Task requirements
Pick out and copy every line below that has the word "آزادی".

[Saved data entries]
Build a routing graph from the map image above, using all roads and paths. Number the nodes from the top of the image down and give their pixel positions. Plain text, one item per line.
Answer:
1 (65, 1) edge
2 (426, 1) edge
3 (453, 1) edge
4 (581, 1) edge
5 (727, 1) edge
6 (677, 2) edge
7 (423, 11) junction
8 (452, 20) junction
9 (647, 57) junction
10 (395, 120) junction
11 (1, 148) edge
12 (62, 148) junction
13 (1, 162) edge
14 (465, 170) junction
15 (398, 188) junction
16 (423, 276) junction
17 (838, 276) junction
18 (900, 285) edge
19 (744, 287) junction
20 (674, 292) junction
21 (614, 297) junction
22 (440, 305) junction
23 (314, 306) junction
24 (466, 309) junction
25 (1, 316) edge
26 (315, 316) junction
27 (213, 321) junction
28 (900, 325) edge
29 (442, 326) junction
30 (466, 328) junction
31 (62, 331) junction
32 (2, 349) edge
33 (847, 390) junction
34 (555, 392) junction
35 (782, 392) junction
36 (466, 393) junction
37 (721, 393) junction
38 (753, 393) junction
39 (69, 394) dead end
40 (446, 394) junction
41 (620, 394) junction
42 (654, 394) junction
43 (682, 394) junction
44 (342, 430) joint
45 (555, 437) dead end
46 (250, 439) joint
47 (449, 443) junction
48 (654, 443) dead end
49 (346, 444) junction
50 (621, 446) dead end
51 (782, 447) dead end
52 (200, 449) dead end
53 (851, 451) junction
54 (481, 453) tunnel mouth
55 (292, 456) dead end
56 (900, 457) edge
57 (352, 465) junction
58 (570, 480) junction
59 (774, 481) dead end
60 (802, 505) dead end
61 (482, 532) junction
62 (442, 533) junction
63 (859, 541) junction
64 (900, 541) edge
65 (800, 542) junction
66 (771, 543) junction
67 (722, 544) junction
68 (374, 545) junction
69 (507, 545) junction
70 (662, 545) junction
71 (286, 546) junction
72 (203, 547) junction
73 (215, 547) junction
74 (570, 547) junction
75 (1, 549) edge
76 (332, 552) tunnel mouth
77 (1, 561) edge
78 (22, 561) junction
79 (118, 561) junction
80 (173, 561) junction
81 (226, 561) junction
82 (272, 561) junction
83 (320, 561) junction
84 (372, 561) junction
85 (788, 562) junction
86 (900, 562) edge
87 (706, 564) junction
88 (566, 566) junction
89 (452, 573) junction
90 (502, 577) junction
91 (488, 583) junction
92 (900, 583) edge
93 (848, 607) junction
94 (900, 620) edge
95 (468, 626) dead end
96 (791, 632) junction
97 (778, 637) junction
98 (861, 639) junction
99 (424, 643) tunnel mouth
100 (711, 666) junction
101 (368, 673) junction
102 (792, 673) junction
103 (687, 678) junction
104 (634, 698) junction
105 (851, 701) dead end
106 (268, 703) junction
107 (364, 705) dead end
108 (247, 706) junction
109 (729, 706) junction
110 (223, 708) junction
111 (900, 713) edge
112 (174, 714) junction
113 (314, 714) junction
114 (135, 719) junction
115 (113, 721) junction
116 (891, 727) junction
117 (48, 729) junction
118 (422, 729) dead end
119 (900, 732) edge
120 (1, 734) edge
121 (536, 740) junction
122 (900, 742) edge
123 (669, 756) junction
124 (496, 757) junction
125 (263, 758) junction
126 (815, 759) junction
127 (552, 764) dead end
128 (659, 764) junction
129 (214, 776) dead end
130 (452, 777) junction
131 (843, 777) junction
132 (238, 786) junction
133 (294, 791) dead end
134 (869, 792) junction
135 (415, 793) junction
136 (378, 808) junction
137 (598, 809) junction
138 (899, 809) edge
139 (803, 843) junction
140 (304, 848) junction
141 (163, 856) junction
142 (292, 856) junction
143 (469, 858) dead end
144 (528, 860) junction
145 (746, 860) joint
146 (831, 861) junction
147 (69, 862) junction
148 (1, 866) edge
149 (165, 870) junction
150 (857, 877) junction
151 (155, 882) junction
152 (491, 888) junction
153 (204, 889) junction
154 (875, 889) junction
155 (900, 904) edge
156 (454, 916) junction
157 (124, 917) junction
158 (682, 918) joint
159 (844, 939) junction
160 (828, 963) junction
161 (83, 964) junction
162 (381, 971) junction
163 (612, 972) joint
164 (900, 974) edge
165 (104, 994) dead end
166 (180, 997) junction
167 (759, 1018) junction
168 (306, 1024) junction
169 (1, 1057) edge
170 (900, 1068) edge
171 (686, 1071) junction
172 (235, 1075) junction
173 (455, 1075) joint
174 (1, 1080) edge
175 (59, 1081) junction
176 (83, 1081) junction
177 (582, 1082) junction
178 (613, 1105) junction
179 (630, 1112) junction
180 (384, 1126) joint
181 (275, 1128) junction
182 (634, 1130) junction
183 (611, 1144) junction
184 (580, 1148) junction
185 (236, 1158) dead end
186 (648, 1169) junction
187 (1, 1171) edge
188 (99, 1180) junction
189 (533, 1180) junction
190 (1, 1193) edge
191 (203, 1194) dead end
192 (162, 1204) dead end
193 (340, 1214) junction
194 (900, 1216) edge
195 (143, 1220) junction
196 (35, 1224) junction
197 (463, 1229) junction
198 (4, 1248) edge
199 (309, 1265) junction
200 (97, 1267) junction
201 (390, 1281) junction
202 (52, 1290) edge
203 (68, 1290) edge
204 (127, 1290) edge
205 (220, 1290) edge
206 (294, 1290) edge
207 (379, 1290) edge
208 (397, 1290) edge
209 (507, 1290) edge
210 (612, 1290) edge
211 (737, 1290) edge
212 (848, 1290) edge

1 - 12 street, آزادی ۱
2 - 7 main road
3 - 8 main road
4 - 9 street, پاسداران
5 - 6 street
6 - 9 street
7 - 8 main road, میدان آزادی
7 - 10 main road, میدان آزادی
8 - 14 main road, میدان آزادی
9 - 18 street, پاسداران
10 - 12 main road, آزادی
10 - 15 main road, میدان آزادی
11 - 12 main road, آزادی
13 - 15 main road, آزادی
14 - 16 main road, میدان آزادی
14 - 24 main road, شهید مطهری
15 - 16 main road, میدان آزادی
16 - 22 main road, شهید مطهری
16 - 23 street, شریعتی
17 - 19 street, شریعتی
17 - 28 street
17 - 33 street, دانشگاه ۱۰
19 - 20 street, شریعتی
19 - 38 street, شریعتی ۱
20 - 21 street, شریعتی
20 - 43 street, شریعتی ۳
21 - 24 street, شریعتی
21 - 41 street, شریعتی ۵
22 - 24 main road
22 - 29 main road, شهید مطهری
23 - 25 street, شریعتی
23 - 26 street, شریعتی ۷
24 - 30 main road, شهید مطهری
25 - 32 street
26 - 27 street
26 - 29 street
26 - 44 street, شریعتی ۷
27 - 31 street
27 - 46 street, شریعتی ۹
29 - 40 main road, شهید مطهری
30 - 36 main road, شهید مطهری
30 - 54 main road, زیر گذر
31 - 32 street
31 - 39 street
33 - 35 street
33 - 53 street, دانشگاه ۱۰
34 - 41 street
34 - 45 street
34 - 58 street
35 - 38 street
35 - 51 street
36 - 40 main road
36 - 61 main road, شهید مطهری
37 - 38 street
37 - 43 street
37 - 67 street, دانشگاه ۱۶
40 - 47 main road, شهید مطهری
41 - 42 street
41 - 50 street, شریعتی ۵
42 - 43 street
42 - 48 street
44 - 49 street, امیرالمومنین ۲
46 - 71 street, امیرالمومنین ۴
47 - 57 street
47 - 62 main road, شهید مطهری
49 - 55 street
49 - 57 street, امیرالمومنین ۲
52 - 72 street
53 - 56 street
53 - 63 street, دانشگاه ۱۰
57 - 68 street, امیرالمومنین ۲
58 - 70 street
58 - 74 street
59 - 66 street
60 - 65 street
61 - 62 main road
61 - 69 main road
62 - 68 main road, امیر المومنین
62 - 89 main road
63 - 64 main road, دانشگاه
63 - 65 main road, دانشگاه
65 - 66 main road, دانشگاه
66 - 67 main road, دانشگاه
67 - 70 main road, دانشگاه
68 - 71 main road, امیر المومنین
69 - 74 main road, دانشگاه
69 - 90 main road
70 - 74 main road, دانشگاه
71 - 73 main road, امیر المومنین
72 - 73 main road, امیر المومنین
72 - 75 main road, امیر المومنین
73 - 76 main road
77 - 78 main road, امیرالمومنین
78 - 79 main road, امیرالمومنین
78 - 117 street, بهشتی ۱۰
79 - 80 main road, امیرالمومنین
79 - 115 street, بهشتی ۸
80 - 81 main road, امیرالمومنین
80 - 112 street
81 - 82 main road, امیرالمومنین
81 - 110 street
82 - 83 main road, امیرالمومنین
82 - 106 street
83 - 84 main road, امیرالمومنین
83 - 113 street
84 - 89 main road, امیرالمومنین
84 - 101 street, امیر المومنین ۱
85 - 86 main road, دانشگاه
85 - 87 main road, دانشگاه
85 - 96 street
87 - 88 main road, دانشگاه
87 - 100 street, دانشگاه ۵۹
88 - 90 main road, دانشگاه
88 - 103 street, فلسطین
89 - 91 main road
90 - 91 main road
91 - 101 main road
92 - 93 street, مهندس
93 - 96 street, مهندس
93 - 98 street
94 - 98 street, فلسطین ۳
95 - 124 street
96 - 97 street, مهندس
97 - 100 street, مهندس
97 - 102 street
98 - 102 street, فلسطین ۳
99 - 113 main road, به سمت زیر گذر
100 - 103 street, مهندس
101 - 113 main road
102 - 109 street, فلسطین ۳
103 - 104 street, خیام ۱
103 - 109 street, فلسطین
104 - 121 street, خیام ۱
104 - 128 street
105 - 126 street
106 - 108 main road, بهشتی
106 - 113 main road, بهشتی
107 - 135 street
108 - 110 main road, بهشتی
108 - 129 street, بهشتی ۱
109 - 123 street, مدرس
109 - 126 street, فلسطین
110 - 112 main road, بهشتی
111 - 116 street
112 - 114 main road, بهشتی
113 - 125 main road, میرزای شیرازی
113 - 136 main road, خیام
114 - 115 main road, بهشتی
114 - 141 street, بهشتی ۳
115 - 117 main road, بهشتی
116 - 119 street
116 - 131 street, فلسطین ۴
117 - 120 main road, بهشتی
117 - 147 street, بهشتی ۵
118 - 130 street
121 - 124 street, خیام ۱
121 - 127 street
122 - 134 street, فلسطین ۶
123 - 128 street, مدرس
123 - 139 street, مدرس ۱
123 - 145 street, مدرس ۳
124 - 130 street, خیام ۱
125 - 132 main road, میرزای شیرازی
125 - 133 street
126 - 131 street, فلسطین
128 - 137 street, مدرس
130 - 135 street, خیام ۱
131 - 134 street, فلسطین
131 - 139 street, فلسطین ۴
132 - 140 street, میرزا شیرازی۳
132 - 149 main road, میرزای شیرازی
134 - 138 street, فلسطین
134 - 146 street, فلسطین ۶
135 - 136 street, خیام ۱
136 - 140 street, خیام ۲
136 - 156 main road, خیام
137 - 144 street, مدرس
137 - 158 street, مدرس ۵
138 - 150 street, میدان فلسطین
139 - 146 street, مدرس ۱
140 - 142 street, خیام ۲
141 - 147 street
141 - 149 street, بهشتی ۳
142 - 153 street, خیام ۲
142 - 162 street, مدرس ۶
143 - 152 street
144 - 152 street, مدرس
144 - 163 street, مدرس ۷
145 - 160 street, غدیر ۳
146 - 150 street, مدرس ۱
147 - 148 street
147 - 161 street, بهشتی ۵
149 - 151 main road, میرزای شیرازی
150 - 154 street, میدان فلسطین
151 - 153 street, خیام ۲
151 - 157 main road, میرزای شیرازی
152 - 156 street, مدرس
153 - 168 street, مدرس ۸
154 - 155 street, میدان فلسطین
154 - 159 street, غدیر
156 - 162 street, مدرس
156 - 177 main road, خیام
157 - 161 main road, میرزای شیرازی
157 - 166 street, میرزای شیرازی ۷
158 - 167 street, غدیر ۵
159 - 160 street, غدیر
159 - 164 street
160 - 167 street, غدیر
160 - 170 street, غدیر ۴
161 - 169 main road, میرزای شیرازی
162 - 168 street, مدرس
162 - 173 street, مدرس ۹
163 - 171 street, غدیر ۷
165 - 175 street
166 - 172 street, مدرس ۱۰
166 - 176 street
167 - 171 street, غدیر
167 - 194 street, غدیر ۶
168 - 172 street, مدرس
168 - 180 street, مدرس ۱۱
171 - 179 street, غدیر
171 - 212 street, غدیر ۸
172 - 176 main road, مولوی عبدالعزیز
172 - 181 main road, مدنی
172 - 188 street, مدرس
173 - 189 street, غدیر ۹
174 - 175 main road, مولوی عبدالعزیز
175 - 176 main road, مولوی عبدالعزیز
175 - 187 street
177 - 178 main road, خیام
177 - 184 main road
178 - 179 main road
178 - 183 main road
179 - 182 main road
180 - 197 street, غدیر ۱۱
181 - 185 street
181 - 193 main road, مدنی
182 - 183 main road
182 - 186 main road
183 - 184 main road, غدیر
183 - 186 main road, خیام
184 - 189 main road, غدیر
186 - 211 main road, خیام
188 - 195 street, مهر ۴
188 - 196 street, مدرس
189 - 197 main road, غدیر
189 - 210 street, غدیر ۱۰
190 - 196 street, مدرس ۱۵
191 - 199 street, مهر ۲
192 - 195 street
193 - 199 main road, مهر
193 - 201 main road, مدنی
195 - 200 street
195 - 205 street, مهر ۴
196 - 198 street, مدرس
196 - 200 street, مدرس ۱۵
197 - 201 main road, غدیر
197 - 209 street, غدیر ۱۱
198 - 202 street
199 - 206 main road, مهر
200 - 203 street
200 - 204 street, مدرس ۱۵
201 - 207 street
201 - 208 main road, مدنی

The answer
1 - 12 street, آزادی ۱
7 - 8 main road, میدان آزادی
7 - 10 main road, میدان آزادی
8 - 14 main road, میدان آزادی
10 - 12 main road, آزادی
10 - 15 main road, میدان آزادی
11 - 12 main road, آزادی
13 - 15 main road, آزادی
14 - 16 main road, میدان آزادی
15 - 16 main road, میدان آزادی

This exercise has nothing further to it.